In the Poincaré half-plane model of hyperbolic geometry, each tile can be modeled as an axis-parallel square or rectangle. In this model, rays through the vertical sides of a tile model hyperbolic lines, asymptotic to the point at infinity, and lines through the horizontal sides of a tile model horocycles, asymptotic to the same point. The hyperbolic length of an arc of a horizontal horocycle is its Euclidean length divided by its $y$-coordinate, while the hyperbolic distance between points with the same $x$-coordinate is the logarithm of the ratio of their $y$-coordinates. From these facts one can calculate that successive horocycles of a binary tiling, at hyperbolic distance $\ln 2$, are modeled by horizontal lines whose Euclidean distance from the $x$-axis doubles at each step, and that the two bottom half-arcs of a binary tile each equal the top arc.
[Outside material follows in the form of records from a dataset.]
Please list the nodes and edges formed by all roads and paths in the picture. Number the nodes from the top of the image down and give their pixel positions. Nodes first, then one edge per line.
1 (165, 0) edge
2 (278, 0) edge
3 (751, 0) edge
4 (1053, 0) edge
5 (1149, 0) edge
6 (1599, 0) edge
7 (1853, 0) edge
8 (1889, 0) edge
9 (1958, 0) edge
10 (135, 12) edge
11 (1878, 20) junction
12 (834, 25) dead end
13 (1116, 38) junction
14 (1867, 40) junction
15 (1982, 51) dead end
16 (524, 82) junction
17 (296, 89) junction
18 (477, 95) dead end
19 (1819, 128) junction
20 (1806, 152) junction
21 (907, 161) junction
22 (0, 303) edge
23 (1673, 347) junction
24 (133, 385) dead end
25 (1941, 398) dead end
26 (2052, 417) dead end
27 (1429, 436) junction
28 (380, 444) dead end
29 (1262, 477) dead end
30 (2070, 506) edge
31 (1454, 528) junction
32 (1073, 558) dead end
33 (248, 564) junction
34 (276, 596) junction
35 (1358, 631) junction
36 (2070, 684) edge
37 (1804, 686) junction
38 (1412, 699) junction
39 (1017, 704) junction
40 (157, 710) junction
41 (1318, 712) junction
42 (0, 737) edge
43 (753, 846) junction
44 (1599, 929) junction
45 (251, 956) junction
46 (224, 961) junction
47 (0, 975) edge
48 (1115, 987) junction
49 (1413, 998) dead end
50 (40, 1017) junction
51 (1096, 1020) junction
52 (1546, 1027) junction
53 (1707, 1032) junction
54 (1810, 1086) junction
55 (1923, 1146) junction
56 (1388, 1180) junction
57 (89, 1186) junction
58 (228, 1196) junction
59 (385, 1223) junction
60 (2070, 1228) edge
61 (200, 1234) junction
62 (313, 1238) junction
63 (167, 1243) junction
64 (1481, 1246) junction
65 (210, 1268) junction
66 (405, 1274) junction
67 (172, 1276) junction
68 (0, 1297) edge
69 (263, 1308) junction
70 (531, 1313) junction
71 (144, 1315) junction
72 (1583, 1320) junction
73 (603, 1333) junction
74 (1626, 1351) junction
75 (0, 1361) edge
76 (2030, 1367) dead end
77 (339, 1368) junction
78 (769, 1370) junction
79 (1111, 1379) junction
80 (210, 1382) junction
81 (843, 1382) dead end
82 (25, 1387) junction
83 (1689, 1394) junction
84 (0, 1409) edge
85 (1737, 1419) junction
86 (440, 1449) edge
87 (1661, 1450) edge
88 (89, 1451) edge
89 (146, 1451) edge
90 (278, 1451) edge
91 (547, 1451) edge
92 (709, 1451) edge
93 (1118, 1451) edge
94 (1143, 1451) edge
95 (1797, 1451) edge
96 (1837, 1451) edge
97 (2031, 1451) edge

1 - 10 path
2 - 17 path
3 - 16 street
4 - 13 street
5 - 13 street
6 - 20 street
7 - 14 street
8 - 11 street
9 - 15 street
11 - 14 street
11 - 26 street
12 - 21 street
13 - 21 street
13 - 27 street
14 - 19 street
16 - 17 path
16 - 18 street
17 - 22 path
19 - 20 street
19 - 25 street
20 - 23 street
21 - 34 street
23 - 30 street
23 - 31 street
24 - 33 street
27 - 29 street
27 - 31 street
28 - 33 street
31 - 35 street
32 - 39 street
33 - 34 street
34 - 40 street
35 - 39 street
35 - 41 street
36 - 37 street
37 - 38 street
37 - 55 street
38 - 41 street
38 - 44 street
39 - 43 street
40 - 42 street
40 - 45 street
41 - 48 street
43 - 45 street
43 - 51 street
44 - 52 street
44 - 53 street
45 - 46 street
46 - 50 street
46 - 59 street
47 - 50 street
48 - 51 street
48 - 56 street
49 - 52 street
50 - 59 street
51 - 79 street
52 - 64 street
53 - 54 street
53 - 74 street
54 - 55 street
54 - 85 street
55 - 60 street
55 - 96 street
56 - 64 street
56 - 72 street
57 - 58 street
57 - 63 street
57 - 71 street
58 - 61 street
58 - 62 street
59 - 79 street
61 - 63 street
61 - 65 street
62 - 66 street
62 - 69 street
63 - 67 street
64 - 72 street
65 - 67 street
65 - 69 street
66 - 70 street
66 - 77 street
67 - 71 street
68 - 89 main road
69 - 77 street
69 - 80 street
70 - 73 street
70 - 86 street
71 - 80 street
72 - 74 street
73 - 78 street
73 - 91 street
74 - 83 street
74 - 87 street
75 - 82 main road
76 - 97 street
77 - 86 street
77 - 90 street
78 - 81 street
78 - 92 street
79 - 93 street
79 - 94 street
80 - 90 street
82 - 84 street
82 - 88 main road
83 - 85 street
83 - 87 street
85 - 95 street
Binary tiling with convex pentagon tiles, in the Poincaré half-plane model.

An alternative and combinatorially equivalent version of the tiling places its vertices at the same points, but connects them by hyperbolic line segments instead of arcs of horocycles, so that each tile becomes a hyperbolic convex pentagon. This makes the tiling a proper pentagonal tiling. The hyperbolic lines through the non-vertical sides of these tiles are modeled in the half-plane model by semicircles centered on the $x$-axis, and the sides form arcs of these semicircles.

==Enumeration and aperiodicity==

No symmetry of the binary tiling takes the blue tile (in a middle position relative to the yellow tile two levels above it) to the red tile (in an outer position).
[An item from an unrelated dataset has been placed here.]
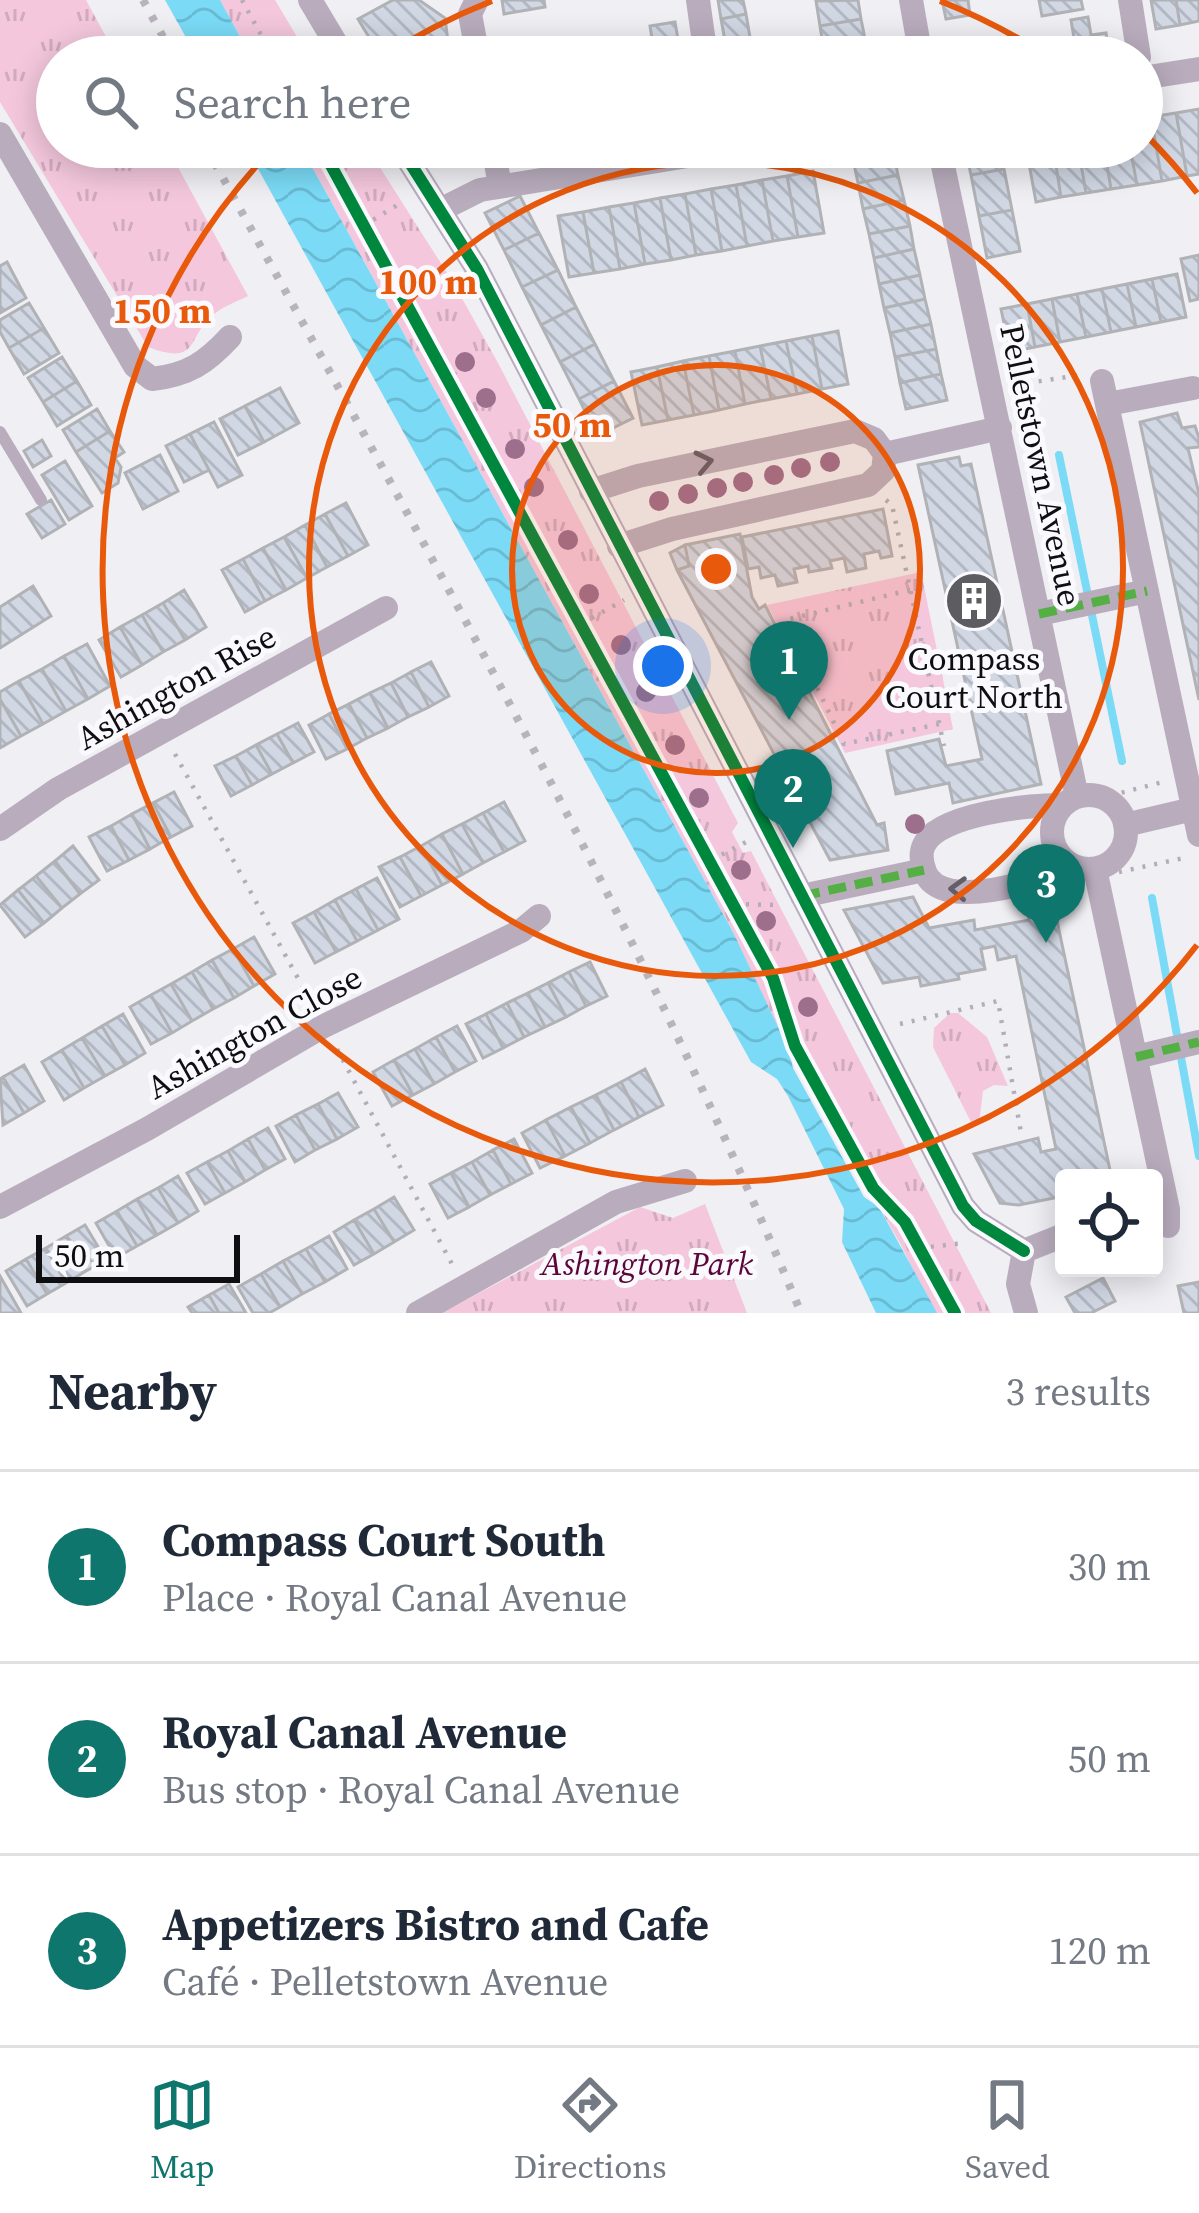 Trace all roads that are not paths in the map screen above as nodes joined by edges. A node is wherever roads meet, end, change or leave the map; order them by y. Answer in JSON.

In the square tiling of the Euclidean plane, every two tiles are positioned in the same way: there is a symmetry of the whole tiling (a translation) that takes one tile to the other. But a binary tiling does not have symmetries that take every tile to every other tile. For instance, for the four tiles two levels below any given tile, no symmetry takes a middle tile to an outer tile. Further, there is only one way of tiling the Euclidean plane by square tiles that meet edge-to-edge, but there are uncountably many edge-to-edge binary tilings. The prototile of the binary tiling can be modified to force the tiling to be edge-to-edge, by adding small protrusions to some sides and matching indentations to others.

Some binary tilings have a one-dimensional infinite symmetry group. For instance, when a binary tiling is viewed in the half-plane model, it may be possible to scale the model by any power of two without changing the tiling. When this is possible, the tiling has infinitely many symmetries, one for each power of two. However, no binary tiling has a two-dimensional symmetry group. This can be expressed mathematically by saying that it is not possible to find a finite set of tiles such that all tiles can be mapped to the finite set by a symmetry of the tiling. More technically, no binary tiling has a cocompact symmetry group.

As a tile all of whose tilings are not fully periodic, the prototile of a binary tiling solves an analogue of the einstein problem in the hyperbolic plane. This problem asks for a single prototile that tiles only aperiodically; long after the discovery of the binary tilings, it was solved in the Euclidean plane by the discovery of the "hat" and "spectre" tilings. However, the binary tilings are only weakly aperiodic, meaning that no tiling has a two-dimensional group of symmetries. Because they can have one-dimensional symmetries, the binary tilings are not strongly aperiodic.

In binary tilings, more strongly than having all tiles the same shape, all first coronas of tiles have the same shape (possibly after a reflection). The first corona is the set of tiles touching a single central tile. Here, coronas are considered the same if they are reflections of each other. For tilings of the Euclidean plane, having all first coronas the same implies that the tiling is periodic and isohedral, meaning that all tiles are symmetric to each other. The binary tilings show that, in the hyperbolic plane, a tiling can have congruent coronas without being isohedral.

A binary tiling (red outline) and its dual tiling (yellow curved triangles and blue and green curved quadrilaterals)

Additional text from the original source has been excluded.